**EXERCISE REQUIREMENTS:** Check every line of the records below for the string "송도바이오대로" and copy the ones that have it.

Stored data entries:
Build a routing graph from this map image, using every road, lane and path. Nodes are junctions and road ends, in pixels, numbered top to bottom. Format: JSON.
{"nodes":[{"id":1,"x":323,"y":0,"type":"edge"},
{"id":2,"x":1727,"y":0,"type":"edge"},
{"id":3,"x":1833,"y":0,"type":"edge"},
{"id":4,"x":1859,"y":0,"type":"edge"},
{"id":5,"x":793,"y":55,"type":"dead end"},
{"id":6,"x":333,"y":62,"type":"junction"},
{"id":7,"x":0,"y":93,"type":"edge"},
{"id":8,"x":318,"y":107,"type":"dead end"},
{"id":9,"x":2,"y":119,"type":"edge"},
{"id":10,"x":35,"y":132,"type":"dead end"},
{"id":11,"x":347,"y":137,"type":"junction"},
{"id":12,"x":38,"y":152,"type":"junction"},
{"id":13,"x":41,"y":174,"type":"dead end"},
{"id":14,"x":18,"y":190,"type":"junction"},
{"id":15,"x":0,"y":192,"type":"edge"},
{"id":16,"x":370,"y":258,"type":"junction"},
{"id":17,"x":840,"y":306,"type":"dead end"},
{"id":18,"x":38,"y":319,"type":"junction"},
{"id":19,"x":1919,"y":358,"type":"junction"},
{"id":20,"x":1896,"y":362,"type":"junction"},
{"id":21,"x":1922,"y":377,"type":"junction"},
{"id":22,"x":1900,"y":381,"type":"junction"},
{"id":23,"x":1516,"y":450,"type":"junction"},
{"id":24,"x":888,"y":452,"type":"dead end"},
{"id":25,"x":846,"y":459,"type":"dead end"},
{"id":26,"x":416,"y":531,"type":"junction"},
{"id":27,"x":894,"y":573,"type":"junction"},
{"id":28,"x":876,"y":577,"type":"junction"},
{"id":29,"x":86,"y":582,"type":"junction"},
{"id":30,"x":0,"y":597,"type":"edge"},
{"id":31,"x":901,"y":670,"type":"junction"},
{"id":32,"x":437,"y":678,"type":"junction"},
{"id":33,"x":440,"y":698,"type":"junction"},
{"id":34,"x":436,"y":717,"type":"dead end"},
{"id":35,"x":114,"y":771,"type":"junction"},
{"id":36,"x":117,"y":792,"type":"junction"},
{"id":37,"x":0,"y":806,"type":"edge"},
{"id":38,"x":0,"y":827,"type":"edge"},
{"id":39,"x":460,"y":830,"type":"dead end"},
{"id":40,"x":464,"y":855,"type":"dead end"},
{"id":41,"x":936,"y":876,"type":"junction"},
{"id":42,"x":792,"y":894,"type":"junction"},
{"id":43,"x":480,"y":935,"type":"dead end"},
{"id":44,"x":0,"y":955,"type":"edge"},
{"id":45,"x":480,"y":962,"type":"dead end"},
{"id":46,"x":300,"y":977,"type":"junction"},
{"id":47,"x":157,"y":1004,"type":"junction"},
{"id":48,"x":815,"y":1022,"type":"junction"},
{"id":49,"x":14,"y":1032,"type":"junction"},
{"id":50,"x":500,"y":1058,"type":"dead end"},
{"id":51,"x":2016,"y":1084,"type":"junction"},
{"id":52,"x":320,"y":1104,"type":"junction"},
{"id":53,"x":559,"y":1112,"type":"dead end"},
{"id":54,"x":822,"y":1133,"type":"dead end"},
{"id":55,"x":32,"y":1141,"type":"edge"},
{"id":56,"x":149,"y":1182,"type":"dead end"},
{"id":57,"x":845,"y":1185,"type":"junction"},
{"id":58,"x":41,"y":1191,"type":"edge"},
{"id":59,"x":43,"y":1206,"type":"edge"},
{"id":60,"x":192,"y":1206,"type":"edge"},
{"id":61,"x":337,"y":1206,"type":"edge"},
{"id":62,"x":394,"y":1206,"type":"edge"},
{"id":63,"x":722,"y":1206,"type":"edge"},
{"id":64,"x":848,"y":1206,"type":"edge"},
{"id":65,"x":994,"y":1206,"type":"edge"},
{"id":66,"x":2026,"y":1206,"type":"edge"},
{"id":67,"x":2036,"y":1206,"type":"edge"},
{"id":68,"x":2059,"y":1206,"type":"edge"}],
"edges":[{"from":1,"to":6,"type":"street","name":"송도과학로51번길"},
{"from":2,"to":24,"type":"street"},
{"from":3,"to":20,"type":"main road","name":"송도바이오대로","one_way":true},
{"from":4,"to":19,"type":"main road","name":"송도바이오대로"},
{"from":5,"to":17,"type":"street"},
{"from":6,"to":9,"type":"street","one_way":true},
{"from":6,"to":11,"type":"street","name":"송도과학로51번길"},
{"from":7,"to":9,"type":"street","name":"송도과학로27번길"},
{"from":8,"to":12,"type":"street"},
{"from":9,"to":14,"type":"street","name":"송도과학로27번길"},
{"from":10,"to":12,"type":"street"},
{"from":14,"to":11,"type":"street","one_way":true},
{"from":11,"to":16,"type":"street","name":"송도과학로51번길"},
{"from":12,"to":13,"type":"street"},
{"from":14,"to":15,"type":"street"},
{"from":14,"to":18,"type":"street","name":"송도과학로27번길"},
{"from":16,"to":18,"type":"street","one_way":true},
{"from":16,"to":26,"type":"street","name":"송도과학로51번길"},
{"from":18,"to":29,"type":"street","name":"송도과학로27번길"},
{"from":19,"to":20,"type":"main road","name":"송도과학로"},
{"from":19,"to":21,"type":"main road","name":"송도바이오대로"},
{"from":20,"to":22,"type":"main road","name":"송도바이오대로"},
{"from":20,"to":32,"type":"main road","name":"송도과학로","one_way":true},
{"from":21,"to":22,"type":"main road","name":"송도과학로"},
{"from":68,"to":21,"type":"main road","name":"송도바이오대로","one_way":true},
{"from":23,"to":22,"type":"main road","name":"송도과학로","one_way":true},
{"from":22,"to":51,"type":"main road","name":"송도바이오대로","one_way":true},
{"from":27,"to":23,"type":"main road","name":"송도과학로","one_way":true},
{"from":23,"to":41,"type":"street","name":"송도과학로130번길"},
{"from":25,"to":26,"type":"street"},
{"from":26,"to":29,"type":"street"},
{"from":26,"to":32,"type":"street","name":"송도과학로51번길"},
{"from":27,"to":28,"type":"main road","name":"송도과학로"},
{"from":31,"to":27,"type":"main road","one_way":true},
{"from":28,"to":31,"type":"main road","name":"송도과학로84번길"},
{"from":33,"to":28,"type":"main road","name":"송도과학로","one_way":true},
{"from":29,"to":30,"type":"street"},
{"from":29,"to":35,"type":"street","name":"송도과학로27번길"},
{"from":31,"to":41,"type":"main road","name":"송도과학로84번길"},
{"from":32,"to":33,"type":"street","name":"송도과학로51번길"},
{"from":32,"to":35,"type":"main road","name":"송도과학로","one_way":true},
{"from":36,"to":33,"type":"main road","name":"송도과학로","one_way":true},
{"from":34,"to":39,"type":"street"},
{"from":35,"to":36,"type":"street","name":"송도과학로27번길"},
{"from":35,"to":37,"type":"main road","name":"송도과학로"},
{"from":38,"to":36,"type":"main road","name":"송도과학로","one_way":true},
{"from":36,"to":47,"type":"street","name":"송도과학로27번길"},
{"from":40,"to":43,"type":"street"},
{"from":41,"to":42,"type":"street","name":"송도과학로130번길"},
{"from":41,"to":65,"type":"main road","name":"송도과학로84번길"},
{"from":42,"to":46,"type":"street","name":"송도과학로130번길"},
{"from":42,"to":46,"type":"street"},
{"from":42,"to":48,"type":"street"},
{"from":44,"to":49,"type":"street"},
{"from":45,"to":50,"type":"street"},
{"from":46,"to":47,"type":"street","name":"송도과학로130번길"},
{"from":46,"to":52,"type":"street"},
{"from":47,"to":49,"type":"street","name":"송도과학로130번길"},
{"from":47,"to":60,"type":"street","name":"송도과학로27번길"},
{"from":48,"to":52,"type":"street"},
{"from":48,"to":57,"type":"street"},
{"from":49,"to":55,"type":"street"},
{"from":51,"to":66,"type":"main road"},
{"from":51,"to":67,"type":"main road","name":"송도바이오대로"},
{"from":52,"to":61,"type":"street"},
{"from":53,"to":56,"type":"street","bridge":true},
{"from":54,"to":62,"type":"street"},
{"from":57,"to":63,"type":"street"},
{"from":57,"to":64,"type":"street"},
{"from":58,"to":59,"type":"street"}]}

**PROBLEM SOLUTION:**
{"from":3,"to":20,"type":"main road","name":"송도바이오대로","one_way":true},
{"from":4,"to":19,"type":"main road","name":"송도바이오대로"},
{"from":19,"to":21,"type":"main road","name":"송도바이오대로"},
{"from":20,"to":22,"type":"main road","name":"송도바이오대로"},
{"from":68,"to":21,"type":"main road","name":"송도바이오대로","one_way":true},
{"from":22,"to":51,"type":"main road","name":"송도바이오대로","one_way":true},
{"from":51,"to":67,"type":"main road","name":"송도바이오대로"},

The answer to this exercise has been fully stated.